The answer must be every line of the records below that holds the word "Јанка".

_SOURCE INFORMATION_:
______

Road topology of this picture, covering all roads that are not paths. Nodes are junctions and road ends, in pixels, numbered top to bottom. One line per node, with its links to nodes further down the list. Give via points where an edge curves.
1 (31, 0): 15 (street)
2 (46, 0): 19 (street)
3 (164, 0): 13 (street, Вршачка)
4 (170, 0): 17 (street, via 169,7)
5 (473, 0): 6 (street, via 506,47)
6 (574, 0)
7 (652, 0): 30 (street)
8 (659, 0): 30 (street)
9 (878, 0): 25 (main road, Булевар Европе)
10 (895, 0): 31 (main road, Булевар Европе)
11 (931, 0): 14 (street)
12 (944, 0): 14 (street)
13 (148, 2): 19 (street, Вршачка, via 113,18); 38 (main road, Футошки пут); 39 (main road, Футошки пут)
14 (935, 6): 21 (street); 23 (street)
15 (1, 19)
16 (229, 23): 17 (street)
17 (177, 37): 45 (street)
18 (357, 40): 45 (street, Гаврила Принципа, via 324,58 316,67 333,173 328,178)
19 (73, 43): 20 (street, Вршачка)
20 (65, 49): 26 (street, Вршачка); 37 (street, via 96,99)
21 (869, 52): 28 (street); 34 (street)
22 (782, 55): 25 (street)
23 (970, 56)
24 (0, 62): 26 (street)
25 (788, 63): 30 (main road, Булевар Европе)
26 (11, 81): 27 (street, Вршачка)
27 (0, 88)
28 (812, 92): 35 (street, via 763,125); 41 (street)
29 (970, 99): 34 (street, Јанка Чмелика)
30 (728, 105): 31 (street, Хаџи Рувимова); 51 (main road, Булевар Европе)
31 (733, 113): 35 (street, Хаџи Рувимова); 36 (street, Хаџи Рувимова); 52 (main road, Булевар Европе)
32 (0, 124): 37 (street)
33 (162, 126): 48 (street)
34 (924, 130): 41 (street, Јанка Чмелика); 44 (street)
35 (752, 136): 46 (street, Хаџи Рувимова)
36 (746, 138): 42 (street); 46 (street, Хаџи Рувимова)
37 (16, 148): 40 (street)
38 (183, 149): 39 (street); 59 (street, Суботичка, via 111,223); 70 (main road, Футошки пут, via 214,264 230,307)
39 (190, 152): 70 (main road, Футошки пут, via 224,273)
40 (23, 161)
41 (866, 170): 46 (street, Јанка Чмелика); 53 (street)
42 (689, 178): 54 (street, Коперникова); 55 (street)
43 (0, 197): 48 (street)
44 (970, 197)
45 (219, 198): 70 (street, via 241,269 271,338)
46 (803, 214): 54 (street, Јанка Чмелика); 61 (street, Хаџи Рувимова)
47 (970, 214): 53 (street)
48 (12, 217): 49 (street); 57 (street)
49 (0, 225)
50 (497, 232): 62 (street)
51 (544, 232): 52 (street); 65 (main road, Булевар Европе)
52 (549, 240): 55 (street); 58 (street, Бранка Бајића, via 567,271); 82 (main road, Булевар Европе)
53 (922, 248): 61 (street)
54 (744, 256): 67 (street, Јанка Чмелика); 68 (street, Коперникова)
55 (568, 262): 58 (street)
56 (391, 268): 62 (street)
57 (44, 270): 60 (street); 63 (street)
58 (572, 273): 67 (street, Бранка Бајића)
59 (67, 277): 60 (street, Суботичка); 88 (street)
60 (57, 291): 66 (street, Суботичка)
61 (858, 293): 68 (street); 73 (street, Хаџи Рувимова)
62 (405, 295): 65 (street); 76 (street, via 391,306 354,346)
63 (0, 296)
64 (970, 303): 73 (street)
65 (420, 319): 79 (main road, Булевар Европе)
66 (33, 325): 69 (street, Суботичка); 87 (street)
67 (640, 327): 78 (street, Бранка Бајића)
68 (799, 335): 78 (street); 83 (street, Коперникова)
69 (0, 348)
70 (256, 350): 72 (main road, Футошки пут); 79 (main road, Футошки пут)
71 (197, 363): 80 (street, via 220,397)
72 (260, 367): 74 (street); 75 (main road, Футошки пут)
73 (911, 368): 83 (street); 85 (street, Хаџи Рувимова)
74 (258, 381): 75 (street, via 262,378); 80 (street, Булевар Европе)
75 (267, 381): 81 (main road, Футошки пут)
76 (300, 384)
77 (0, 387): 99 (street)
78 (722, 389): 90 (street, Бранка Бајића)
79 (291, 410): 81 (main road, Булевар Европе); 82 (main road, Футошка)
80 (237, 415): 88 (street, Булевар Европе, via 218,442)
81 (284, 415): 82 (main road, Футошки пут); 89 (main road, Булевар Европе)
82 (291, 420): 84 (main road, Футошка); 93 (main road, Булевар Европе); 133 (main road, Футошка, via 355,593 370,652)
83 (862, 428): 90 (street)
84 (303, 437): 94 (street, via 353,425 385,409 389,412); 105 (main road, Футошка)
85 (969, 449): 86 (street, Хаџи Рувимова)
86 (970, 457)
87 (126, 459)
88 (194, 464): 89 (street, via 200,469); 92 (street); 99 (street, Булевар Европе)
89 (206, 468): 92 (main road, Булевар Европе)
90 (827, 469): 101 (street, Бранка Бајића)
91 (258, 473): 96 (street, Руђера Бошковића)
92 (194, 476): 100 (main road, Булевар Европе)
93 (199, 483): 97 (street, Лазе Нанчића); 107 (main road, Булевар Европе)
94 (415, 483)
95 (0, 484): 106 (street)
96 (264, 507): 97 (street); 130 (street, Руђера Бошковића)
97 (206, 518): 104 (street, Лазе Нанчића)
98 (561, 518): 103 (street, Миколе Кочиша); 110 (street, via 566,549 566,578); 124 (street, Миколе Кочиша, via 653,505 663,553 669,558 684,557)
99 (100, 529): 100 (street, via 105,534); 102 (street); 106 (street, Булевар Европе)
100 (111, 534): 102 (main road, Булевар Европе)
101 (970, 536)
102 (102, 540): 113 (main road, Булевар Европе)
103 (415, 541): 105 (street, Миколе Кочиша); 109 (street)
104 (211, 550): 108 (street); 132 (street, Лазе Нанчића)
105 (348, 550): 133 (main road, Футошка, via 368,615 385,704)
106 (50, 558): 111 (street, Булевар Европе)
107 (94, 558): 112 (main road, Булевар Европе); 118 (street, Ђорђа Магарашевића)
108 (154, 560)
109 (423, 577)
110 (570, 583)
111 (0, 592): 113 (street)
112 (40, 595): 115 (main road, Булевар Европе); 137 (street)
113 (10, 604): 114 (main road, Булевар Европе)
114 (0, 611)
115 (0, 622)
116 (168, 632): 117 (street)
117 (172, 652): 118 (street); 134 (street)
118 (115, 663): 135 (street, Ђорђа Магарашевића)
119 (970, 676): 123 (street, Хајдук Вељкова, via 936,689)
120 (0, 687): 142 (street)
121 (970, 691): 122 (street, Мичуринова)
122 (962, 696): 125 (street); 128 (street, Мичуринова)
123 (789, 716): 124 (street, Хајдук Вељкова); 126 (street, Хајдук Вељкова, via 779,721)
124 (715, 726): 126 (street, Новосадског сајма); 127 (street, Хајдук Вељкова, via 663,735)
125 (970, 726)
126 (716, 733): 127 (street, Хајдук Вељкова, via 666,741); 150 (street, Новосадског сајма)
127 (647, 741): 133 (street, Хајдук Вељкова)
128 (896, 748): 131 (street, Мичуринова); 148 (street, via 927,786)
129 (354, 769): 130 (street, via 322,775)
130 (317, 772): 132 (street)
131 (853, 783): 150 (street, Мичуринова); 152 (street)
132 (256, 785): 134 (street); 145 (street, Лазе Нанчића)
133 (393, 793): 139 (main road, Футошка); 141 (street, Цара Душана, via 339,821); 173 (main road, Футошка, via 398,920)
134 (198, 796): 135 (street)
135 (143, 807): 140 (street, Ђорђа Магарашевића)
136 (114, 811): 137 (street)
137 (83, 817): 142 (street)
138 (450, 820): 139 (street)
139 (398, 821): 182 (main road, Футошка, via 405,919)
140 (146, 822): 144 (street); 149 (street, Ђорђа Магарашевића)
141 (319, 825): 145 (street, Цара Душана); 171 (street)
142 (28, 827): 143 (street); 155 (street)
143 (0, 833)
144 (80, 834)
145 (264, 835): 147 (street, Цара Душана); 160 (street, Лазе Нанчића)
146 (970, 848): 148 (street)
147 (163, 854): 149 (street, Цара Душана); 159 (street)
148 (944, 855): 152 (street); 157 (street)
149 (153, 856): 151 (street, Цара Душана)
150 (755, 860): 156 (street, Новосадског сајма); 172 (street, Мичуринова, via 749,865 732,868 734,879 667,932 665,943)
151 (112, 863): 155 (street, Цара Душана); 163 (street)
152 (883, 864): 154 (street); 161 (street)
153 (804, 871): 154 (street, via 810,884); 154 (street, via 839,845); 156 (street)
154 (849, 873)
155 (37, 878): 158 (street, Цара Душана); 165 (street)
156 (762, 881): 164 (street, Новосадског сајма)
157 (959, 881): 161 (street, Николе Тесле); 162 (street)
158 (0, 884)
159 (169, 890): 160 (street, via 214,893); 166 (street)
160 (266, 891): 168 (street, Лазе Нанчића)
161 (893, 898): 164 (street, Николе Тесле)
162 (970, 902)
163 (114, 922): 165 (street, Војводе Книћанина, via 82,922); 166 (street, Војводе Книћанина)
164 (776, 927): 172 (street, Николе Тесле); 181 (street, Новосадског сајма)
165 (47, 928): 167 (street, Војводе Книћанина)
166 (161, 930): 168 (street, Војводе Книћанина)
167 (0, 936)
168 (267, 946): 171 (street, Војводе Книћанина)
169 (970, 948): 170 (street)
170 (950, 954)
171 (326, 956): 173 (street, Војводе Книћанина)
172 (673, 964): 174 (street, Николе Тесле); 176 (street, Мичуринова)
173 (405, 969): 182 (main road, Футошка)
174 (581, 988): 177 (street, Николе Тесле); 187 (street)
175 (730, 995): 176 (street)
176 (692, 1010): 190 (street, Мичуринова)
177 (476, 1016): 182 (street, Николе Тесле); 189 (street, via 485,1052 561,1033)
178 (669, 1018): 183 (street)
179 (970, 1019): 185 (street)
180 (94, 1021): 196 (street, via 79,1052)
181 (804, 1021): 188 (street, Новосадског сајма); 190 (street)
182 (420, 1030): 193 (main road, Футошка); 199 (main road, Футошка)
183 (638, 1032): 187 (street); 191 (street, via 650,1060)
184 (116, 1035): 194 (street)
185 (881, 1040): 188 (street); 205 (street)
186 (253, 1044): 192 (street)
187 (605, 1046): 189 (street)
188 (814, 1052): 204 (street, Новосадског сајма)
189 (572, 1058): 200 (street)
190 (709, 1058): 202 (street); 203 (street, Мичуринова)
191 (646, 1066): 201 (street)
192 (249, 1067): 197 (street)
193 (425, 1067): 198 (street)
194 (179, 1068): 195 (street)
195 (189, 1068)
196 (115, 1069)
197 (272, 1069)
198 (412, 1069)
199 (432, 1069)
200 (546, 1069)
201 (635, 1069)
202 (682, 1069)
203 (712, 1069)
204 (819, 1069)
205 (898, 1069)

______

_FINISHED TASK_:
29 (970, 99): 34 (street, Јанка Чмелика)
34 (924, 130): 41 (street, Јанка Чмелика); 44 (street)
41 (866, 170): 46 (street, Јанка Чмелика); 53 (street)
46 (803, 214): 54 (street, Јанка Чмелика); 61 (street, Хаџи Рувимова)
54 (744, 256): 67 (street, Јанка Чмелика); 68 (street, Коперникова)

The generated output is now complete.